Даже если бы я совсем спятил, я бы и то, наверное, не смог придумать лучшего способа укрепить свое убежище, нежели водрузить посреди гостиной сей неандертальский предмет. С закинутыми на стол и подхватывающими поток пятками, уютно утопив позвоночный столб в пухлой кожаной подушке, я находился в идеальной позиции по отношению к той суматохе и круговерти, что друзья мои – в силу собственного безумия и своего в ней участия – считали жизнью, в чем пытались убедить и меня. Я живо помню свой первый контакт с реальностью, состоявшийся у меня, так сказать, посредством пяток. Добрый миллион слов, что я накропал, – заметьте, хорошо организованного, связного текста – был для меня что пустой звук, закодированная тарабарщина из старого доброго каменного века, поскольку контакт шел через голову, а голова – это всего лишь ненужный аппендикс, если, конечно, не сидишь на дне в середине пролива, зарывшись в тину.

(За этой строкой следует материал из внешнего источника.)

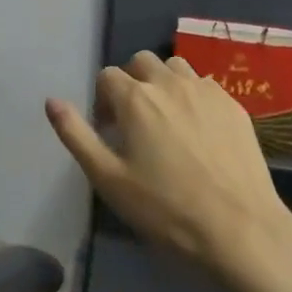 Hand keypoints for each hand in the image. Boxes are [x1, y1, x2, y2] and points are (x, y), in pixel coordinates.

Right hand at [46, 50, 291, 289]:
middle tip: (135, 121)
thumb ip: (76, 135)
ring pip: (175, 67)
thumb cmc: (166, 208)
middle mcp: (170, 83)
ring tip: (167, 119)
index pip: (108, 76)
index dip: (103, 100)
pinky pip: (205, 85)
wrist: (239, 229)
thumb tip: (52, 101)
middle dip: (131, 82)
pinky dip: (193, 96)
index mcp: (135, 98)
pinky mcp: (234, 105)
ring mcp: (206, 91)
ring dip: (163, 83)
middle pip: (141, 62)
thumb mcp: (108, 178)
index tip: (109, 130)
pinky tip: (198, 130) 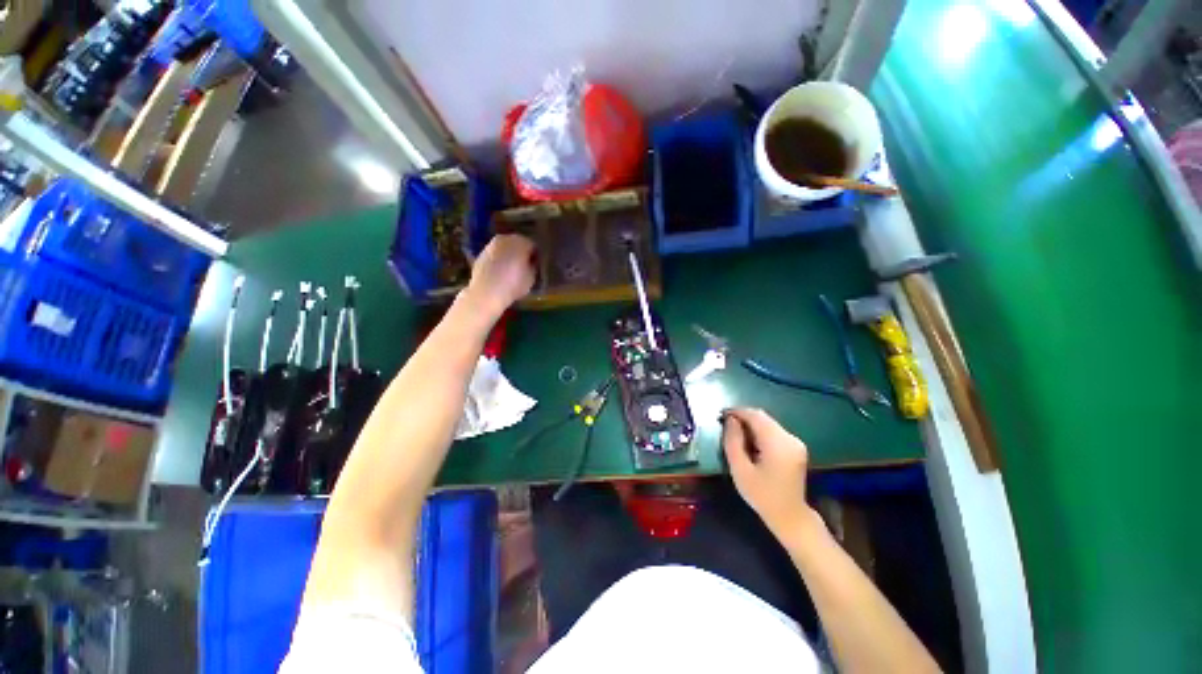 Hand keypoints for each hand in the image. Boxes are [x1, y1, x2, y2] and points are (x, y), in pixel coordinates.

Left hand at [465, 234, 535, 315]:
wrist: (486, 291)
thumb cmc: (514, 284)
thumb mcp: (532, 277)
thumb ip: (533, 266)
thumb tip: (531, 263)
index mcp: (521, 242)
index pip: (533, 246)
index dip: (535, 256)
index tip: (536, 265)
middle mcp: (506, 239)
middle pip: (517, 243)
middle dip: (521, 253)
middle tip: (524, 266)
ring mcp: (491, 245)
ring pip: (505, 248)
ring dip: (509, 255)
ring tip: (512, 269)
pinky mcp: (481, 254)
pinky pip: (495, 255)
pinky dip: (498, 260)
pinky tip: (500, 272)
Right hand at [722, 408, 817, 541]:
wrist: (790, 516)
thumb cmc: (762, 496)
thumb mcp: (740, 470)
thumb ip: (733, 441)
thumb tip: (730, 420)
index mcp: (778, 444)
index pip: (755, 417)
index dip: (737, 412)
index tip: (721, 415)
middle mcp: (790, 438)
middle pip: (763, 417)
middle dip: (743, 417)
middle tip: (725, 424)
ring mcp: (795, 442)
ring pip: (768, 423)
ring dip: (751, 424)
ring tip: (735, 433)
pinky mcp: (796, 447)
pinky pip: (774, 431)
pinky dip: (760, 431)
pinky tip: (750, 442)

Все, что я написал раньше, было музейной чушью; да и вообще большее из написанного и по сей день остается музейной чушью, потому и не высекает искры, не воспламеняет мир. Я был лишь глашатаем предшествующей расы, говорившей моими устами, – даже сны мои не были аутентичными, bona fide[52] снами Генри Миллера. Тихо сидеть и вынашивать единственную мысль, которая авось да родится у меня в моем убежище, авось да выплывет на поверхность, – это Геркулесов труд. У меня не было недостатка ни в мыслях, ни в словах, ни в выразительной силе; мне не хватало чего-то гораздо более важного – рычага, способного перекрыть подачу смазки. Эта паршивая машина и не собиралась останавливаться – вот в чем загвоздка. Я не просто находился в середине потока, но и пропускал его через себя, не имея никакой возможности им управлять.
Я хорошо помню день, когда мне все-таки удалось вырубить эту машину, после чего шаг за шагом начал функционировать механизм иного рода – механизм, помеченный моими собственными инициалами, сработанный моими собственными руками, моей собственной кровью. Я отправился в ближайший театр посмотреть представление варьете; спектакль был дневной, и я взял билет на балкон. Уже в очереди в фойе я испытал странное ощущение консистентности. Будто я коагулировал, превращаясь в опознаваемую консистентную студенистую массу. Как на завершающей стадии заживления раны. Я находился на пике нормальности, а это весьма ненормальное состояние. Даже сама холера, явись она в тот момент и дохни мне в уста своим гнилостным духом, не причинила бы мне никакого вреда. Я мог бы склониться и поцеловать язвы лепрозной руки – мне все было нипочем. Это было не просто равновесие сил в непрерывной борьбе между здоровьем и болезнью, на которое как раз большинство-то из нас и уповает, нет, в крови появилась некая плюсовая величина, а это означало, что болезнь хоть на несколько мгновений да отступила. И если бы в такой момент хватило ума пустить корни, то больше уже нельзя было бы ни заболеть, ни почувствовать себя несчастным, ни даже умереть. Но чтобы совершить скачок к подобному заключению, надо оттолкнуться с такой силой, чтобы тебя отбросило назад гораздо дальше доброго старого каменного века. Но в тот момент я и не помышлял пускать корни – впервые в жизни я постигал смысл чудесного. Я так изумился, услышав, как, цепляясь зубцами, приходят в движение мои собственные шестеренки, что готов был умереть здесь и сейчас за честь испытать этот опыт.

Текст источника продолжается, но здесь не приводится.